- _Exercise requirements_: Look through the entries below, please, and copy every line with the word "names".

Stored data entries
_ _ _ _
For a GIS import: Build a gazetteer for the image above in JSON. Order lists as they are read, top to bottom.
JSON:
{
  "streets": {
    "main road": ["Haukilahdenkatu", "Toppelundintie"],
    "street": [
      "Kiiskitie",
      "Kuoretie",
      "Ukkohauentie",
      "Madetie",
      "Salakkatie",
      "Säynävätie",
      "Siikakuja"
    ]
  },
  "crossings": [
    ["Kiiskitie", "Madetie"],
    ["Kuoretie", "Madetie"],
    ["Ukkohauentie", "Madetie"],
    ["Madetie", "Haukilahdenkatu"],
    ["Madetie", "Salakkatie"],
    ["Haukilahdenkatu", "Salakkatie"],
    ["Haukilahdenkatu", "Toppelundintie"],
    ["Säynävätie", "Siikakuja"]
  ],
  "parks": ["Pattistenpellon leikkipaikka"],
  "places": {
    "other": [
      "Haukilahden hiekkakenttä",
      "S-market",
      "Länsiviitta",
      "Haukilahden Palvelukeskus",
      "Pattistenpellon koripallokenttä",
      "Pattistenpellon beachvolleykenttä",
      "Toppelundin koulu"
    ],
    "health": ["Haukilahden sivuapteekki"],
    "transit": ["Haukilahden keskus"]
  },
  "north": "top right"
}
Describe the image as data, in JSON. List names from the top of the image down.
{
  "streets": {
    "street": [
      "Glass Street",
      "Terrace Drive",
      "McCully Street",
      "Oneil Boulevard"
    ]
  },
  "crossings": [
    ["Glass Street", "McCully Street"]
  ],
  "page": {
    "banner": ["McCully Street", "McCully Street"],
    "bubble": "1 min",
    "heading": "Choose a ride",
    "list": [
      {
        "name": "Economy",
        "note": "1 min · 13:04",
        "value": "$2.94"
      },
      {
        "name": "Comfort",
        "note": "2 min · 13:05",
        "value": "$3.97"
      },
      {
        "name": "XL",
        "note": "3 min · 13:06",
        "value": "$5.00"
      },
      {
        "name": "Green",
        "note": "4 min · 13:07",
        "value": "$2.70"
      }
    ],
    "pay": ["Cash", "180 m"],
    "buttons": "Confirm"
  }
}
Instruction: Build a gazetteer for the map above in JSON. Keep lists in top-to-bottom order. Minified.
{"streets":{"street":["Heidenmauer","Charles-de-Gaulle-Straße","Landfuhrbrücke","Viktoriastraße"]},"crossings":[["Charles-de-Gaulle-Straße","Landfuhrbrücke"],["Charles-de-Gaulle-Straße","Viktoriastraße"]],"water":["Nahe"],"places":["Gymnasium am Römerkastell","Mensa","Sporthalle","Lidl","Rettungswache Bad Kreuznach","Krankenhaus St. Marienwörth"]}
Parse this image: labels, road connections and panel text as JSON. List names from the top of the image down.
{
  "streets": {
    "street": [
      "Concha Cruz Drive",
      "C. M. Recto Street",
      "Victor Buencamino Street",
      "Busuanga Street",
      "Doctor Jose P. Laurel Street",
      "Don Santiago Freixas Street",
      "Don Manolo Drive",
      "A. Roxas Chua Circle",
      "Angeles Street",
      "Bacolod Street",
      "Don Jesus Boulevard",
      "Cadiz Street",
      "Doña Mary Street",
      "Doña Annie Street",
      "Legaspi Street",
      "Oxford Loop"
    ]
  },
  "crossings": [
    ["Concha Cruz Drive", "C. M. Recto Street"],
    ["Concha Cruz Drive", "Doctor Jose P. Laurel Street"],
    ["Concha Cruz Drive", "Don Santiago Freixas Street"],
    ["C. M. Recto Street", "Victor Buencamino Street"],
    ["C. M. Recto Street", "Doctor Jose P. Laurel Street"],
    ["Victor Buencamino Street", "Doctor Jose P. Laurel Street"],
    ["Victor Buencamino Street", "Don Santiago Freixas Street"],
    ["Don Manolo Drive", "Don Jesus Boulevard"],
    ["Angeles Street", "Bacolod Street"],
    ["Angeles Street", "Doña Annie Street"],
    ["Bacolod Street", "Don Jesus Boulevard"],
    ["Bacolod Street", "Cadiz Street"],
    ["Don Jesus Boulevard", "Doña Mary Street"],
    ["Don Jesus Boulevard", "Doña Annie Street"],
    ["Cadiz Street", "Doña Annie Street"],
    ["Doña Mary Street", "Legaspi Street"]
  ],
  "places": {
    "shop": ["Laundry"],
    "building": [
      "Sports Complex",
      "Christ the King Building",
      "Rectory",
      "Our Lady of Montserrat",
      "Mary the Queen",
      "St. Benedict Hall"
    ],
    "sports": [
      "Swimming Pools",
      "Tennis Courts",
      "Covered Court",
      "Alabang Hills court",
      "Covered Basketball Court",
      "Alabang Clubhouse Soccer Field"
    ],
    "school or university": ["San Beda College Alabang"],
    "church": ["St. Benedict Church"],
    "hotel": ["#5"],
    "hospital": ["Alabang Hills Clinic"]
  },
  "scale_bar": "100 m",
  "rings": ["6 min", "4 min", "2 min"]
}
_ _ _ _
- _Result_:
Describe the image as data, in JSON. List names from the top of the image down.
Parse this image: labels, road connections and panel text as JSON. List names from the top of the image down.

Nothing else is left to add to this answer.